- **RECORD EXCERPTS**
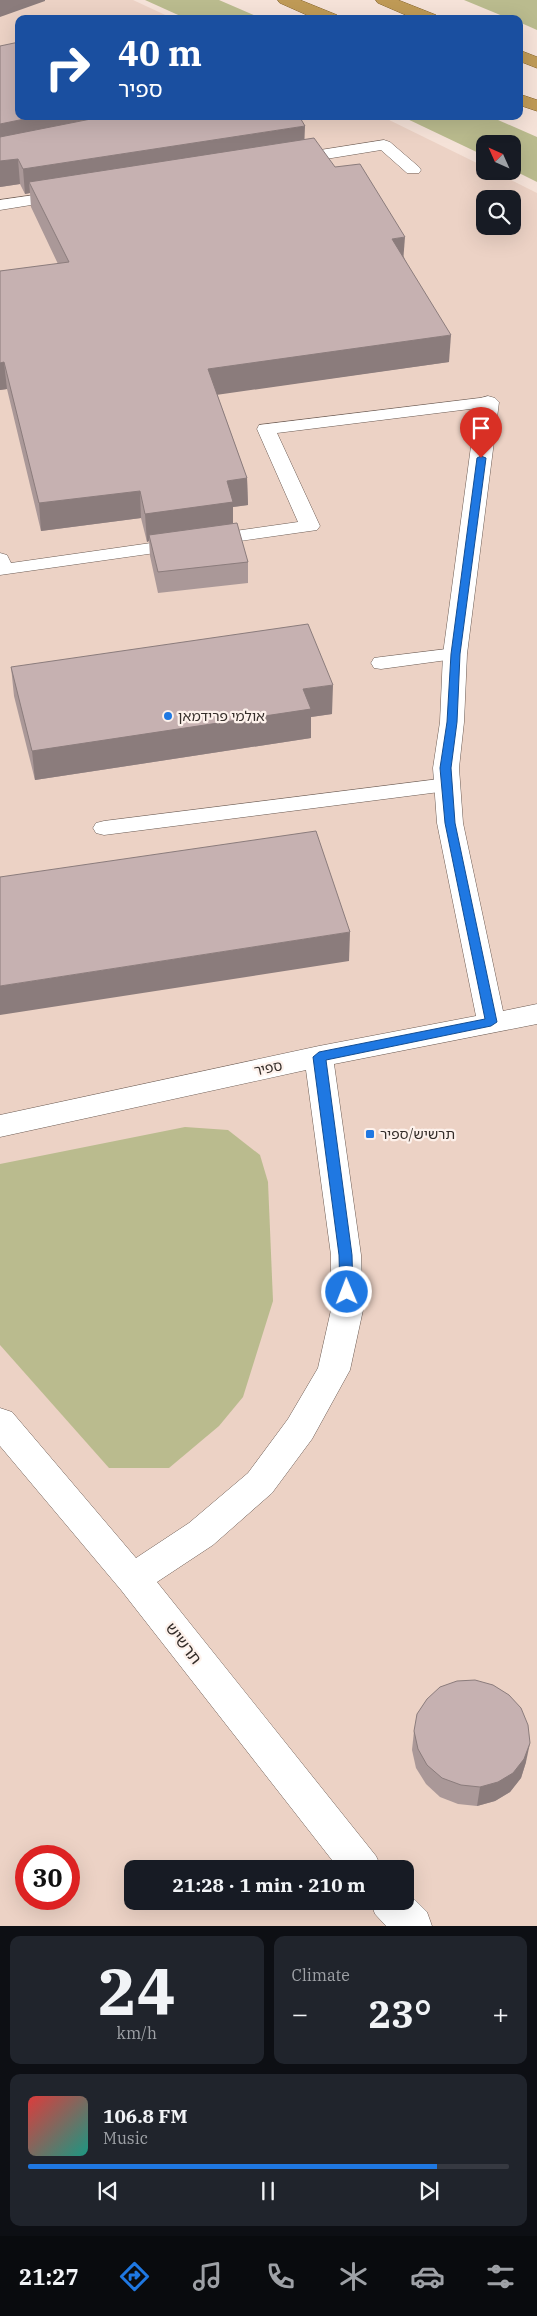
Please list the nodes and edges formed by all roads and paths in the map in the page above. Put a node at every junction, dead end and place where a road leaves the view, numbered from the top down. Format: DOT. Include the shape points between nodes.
graph roads {
  1 [pos="286,0"];
  2 [pos="384,0"];
  3 [pos="322,15"];
  4 [pos="420,15"];
  5 [pos="523,58"];
  6 [pos="537,63"];
  7 [pos="523,101"];
  8 [pos="537,106"];
  9 [pos="276,162"];
  10 [pos="413,170"];
  11 [pos="79,193"];
  12 [pos="0,205"];
  13 [pos="488,402"];
  14 [pos="0,559"];
  15 [pos="456,654"];
  16 [pos="381,664"];
  17 [pos="447,785"];
  18 [pos="104,828"];
  19 [pos="537,1014"];
  20 [pos="491,1022"];
  21 [pos="319,1057"];
  22 [pos="0,1126"];
  23 [pos="0,1422"];
  24 [pos="133,1579"];
  25 [pos="356,1860"];
  26 [pos="398,1910"];
  27 [pos="413,1926"];
  1 -- 3 [label="highway"];
  2 -- 4 [label="highway"];
  5 -- 6 [label="highway"];
  7 -- 8 [label="highway"];
  9 -- 10 [label="lane" via="384,145"];
  11 -- 12 [label="lane"];
  13 -- 14 [label="lane" via="266,429 310,526 3,570"];
  13 -- 15 [label="street"];
  15 -- 16 [label="lane"];
  15 -- 17 [label="street"];
  17 -- 18 [label="lane"];
  17 -- 20 [label="street" via="450,823"];
  19 -- 20 [label="street, ספיר"];
  20 -- 21 [label="street, ספיר"];
  21 -- 22 [label="street, ספיר"];
  21 -- 24 [label="street" via="346,1255 347,1310 334,1370 300,1429 260,1483 201,1534"];
  23 -- 24 [label="street, תרשיש"];
  24 -- 25 [label="street, תרשיש"];
  26 -- 27 [label="street"];
}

- **AIM OF THE TASK**
In your copy, include no pictures; print every line above exactly.

- **OUTPUT OF THE TASK**
Please list the nodes and edges formed by all roads and paths in the map in the page above. Put a node at every junction, dead end and place where a road leaves the view, numbered from the top down. Format: DOT. Include the shape points between nodes.
graph roads {
  1 [pos="286,0"];
  2 [pos="384,0"];
  3 [pos="322,15"];
  4 [pos="420,15"];
  5 [pos="523,58"];
  6 [pos="537,63"];
  7 [pos="523,101"];
  8 [pos="537,106"];
  9 [pos="276,162"];
  10 [pos="413,170"];
  11 [pos="79,193"];
  12 [pos="0,205"];
  13 [pos="488,402"];
  14 [pos="0,559"];
  15 [pos="456,654"];
  16 [pos="381,664"];
  17 [pos="447,785"];
  18 [pos="104,828"];
  19 [pos="537,1014"];
  20 [pos="491,1022"];
  21 [pos="319,1057"];
  22 [pos="0,1126"];
  23 [pos="0,1422"];
  24 [pos="133,1579"];
  25 [pos="356,1860"];
  26 [pos="398,1910"];
  27 [pos="413,1926"];
  1 -- 3 [label="highway"];
  2 -- 4 [label="highway"];
  5 -- 6 [label="highway"];
  7 -- 8 [label="highway"];
  9 -- 10 [label="lane" via="384,145"];
  11 -- 12 [label="lane"];
  13 -- 14 [label="lane" via="266,429 310,526 3,570"];
  13 -- 15 [label="street"];
  15 -- 16 [label="lane"];
  15 -- 17 [label="street"];
  17 -- 18 [label="lane"];
  17 -- 20 [label="street" via="450,823"];
  19 -- 20 [label="street, ספיר"];
  20 -- 21 [label="street, ספיר"];
  21 -- 22 [label="street, ספיר"];
  21 -- 24 [label="street" via="346,1255 347,1310 334,1370 300,1429 260,1483 201,1534"];
  23 -- 24 [label="street, תרשיש"];
  24 -- 25 [label="street, תרשיש"];
  26 -- 27 [label="street"];
}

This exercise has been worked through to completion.